* _Aim of the task_: Work through the listing below and state how many of its lines hold the word "동해대로". Give no other output.
****************************************
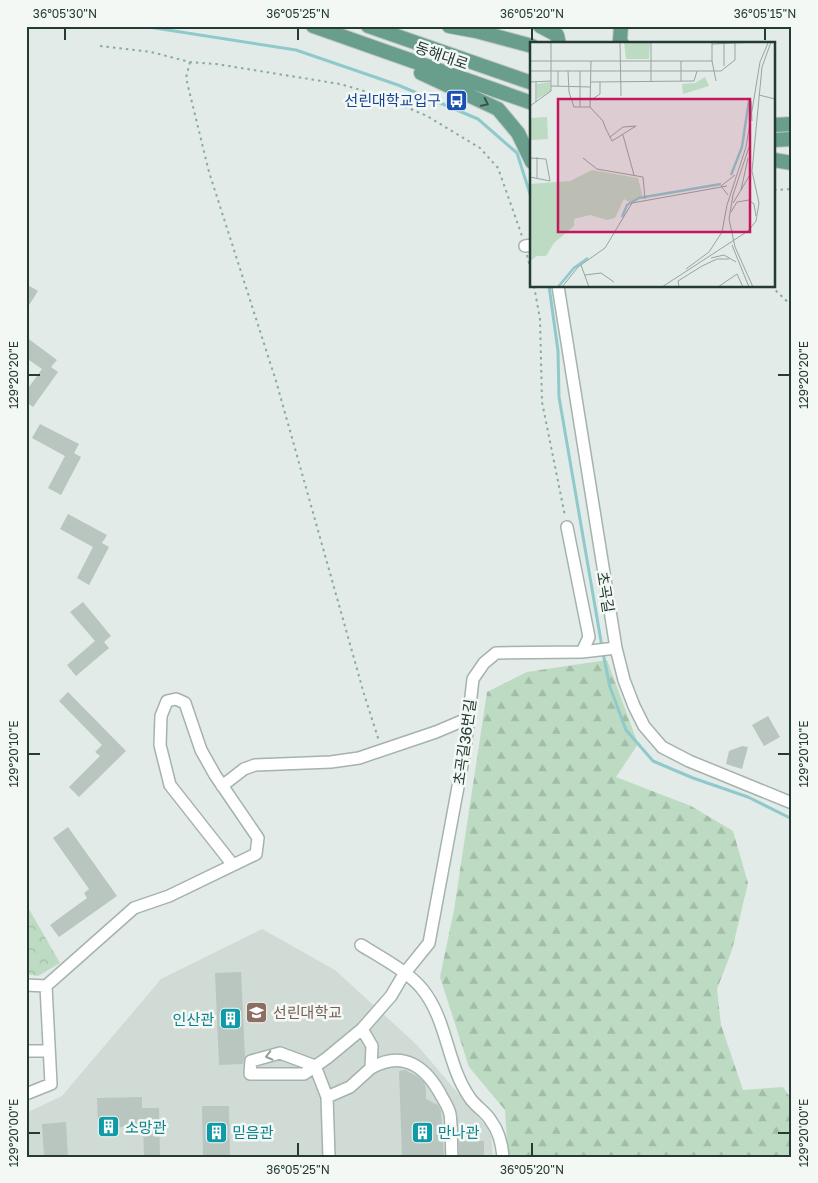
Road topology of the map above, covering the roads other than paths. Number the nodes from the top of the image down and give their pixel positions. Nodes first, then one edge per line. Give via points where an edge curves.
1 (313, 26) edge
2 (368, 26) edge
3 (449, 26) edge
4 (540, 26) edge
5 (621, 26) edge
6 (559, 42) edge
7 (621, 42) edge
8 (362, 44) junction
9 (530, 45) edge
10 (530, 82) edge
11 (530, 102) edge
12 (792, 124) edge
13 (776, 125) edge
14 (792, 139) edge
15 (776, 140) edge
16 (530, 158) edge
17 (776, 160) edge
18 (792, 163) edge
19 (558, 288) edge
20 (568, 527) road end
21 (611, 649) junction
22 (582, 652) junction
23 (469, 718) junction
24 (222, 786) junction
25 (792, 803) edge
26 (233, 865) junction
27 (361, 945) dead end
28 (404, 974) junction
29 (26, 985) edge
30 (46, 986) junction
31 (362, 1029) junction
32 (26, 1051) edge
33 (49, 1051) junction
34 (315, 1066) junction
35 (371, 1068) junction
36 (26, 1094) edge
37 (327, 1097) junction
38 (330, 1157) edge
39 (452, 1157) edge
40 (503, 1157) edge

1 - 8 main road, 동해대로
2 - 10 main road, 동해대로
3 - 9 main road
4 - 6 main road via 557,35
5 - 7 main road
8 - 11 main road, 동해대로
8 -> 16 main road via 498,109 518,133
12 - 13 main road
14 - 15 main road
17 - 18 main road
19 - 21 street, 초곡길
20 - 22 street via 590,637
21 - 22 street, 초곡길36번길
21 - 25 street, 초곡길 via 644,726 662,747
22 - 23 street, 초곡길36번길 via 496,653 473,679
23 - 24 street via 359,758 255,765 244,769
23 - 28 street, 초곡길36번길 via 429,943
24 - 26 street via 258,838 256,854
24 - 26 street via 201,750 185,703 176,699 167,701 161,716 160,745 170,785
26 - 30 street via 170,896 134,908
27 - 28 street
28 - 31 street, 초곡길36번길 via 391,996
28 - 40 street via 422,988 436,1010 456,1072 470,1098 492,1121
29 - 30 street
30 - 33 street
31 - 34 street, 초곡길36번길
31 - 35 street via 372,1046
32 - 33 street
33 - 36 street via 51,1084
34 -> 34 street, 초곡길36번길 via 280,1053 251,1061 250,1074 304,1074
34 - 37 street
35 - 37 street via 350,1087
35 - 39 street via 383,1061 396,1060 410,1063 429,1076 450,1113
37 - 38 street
****************************************
* _Response to the exercise_: 3